Members of the Penn community who previously registered for transit programs with SEPTA, PATCO, NJ Transit, or Amtrak will need to register for an increased discount via the newly implemented Penn Commuter Benefits transit portal by logging in with a PennKey.
“Offering convenient, affordable commuting options in ways that encourage sustainable transit is core to the mission of the Commuter Benefits Program,” says Joe Russo, senior director of Business Services, who oversees parking and commuter services. “The change in commuting that has occurred post-pandemic, in particular the shift toward hybrid work schedules, as well as new technologies that were introduced shortly before the pandemic (such as SEPTA’s Key Card) have provided an opportunity to evaluate the program with an eye toward increasing its value to commuters.”

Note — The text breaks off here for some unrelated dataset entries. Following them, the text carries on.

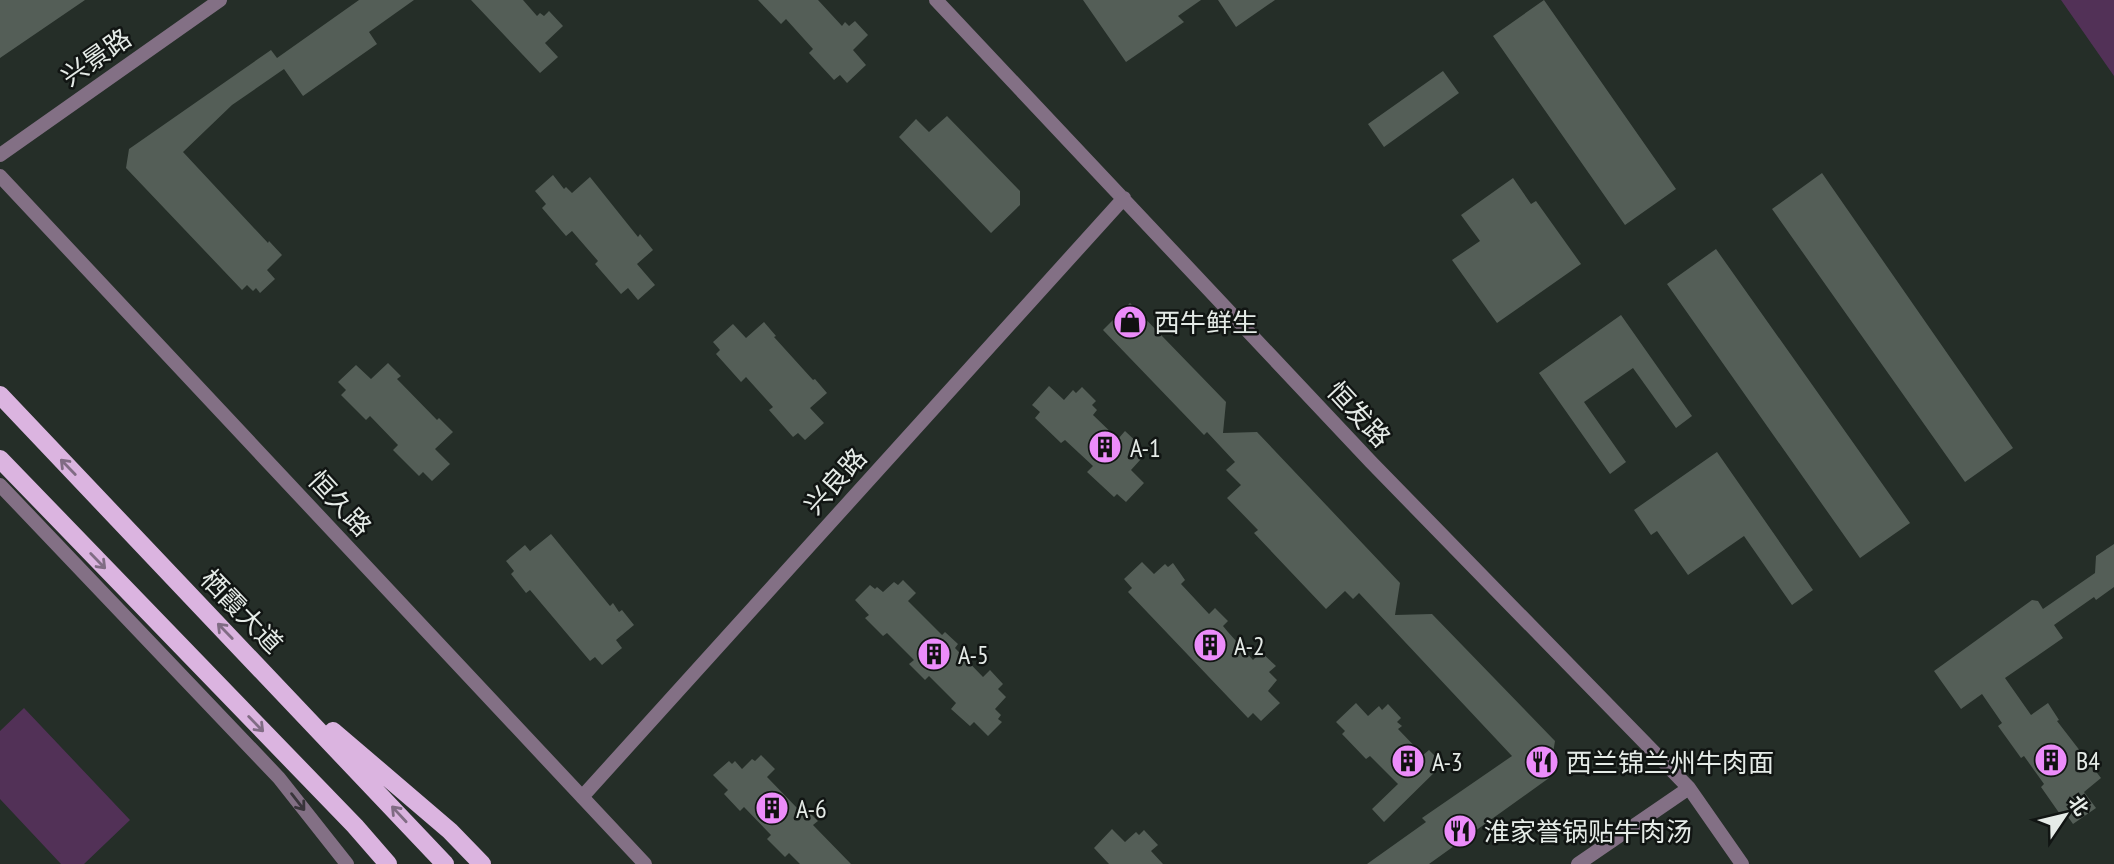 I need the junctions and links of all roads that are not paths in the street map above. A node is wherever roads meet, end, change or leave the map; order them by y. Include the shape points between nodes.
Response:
1 (220, 0) edge
2 (936, 0) edge
3 (0, 155) edge
4 (0, 176) edge
5 (1124, 198) junction
6 (0, 395) edge
7 (0, 458) edge
8 (0, 485) edge
9 (260, 668) junction
10 (1689, 788) junction
11 (582, 797) junction
12 (347, 864) edge
13 (388, 864) edge
14 (445, 864) edge
15 (482, 864) edge
16 (645, 864) edge
17 (1578, 864) edge
18 (1742, 864) edge

1 - 3 street, 兴景路
2 - 5 street, 恒发路
4 - 11 street, 恒久路
5 - 10 street, 恒发路 via 1371,462
5 - 11 street, 兴良路
9 -> 6 main road, 栖霞大道
7 -> 13 main road
8 -> 12 street via 279,778
14 -> 9 main road, 栖霞大道
9 - 15 main road via 450,831
10 - 17 street
10 - 18 street, 恒发路
11 - 16 street, 恒久路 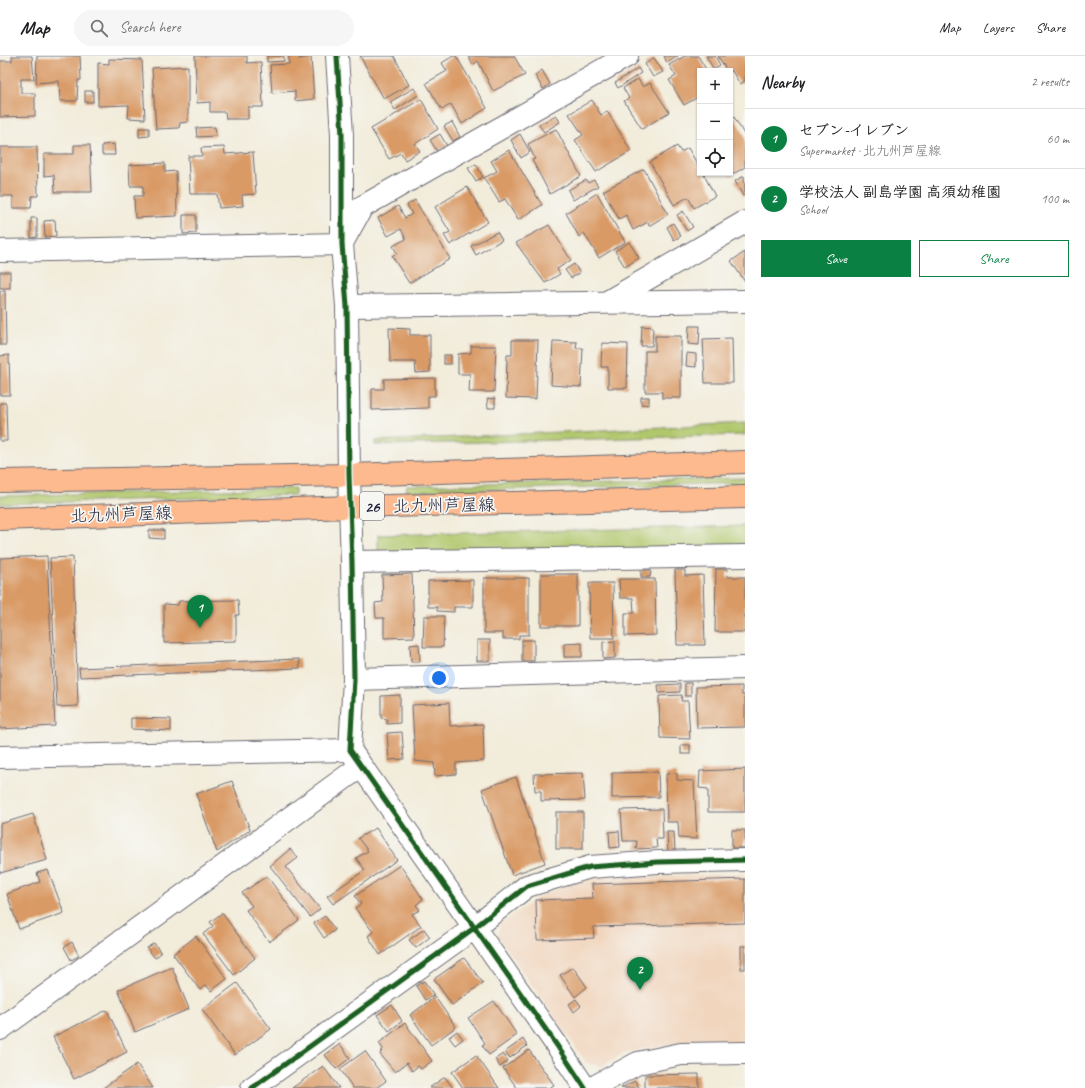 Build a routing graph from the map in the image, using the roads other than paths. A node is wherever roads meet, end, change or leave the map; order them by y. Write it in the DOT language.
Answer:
graph roads {
  1 [pos="337,56"];
  2 [pos="627,56"];
  3 [pos="745,222"];
  4 [pos="342,244"];
  5 [pos="0,251"];
  6 [pos="745,301"];
  7 [pos="608,302"];
  8 [pos="347,306"];
  9 [pos="745,462"];
  10 [pos="349,475"];
  11 [pos="0,481"];
  12 [pos="745,497"];
  13 [pos="351,507"];
  14 [pos="0,519"];
  15 [pos="745,556"];
  16 [pos="352,562"];
  17 [pos="745,668"];
  18 [pos="354,679"];
  19 [pos="0,757"];
  20 [pos="356,758"];
  21 [pos="745,860"];
  22 [pos="474,928"];
  23 [pos="0,1029"];
  24 [pos="745,1053"];
  25 [pos="252,1088"];
  26 [pos="585,1088"];
  27 [pos="592,1088"];
  1 -- 4 [label="street"];
  2 -- 4 [label="street"];
  3 -- 7 [label="street"];
  4 -- 5 [label="street"];
  4 -- 8 [label="street"];
  6 -- 7 [label="street"];
  7 -- 8 [label="street"];
  8 -- 10 [label="street"];
  9 -- 10 [label="main road, 北九州芦屋線 / 26"];
  10 -- 11 [label="main road, 北九州芦屋線 / 26"];
  10 -- 13 [label="street"];
  12 -- 13 [label="main road, 北九州芦屋線 / 26"];
  13 -- 14 [label="main road, 北九州芦屋線 / 26"];
  13 -- 16 [label="street"];
  15 -- 16 [label="street"];
  16 -- 18 [label="street"];
  17 -- 18 [label="street"];
  18 -- 20 [label="street"];
  19 -- 20 [label="street"];
  20 -- 22 [label="street"];
  20 -- 23 [label="street"];
  21 -- 22 [label="street"];
  22 -- 25 [label="street"];
  22 -- 26 [label="street"];
  24 -- 27 [label="street"];
}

“The increase in the Commuter discount also encourages commuters who are able to do so to choose more sustainable commuting options,” Russo adds.
Courtney Dombroski, director of strategic initiatives and planning for Residential and Hospitality Services, says she was excited to hear about the increased commuter discount. “I had been driving, but with this new discount I turned in my parking permit and started using SEPTA as it saves me money and I like that is a more sustainable option.”
Currently, approximately 4,000 individuals are participating in the program. Commuters who ride transit at least three days per week are likely to find the discount to be an economical option.
Investments in sustainable transit initiatives have increased over the years at Penn. In 2022, Penn Transit Services launched its first fleet of electric passenger vans. Additionally, for those who commute via bicycle, the Penn Bike Commuter Expense Reimbursement Program offers reimbursements on bike purchases, maintenance, improvements, accessories, and safety gear. The program is funded by Business Services in support of the University’s Climate and Sustainability Action Plan. Those interested must first register their bike in order to enroll.
“I am really happy with the new Jawnt site and increased commuter benefit. My hybrid schedule helps me stay connected to the Penn community and campus and the commuter benefit makes it very cost-effective,” says Gina Campellone, a specialist at the Penn Employee Solution Center. “When my PATCO trains goes past all those cars sitting on the Ben Franklin Bridge, I appreciate the commuter benefit even more. Jawnt was easy to set up the first time and this month when I updated my election, it was just as easy.”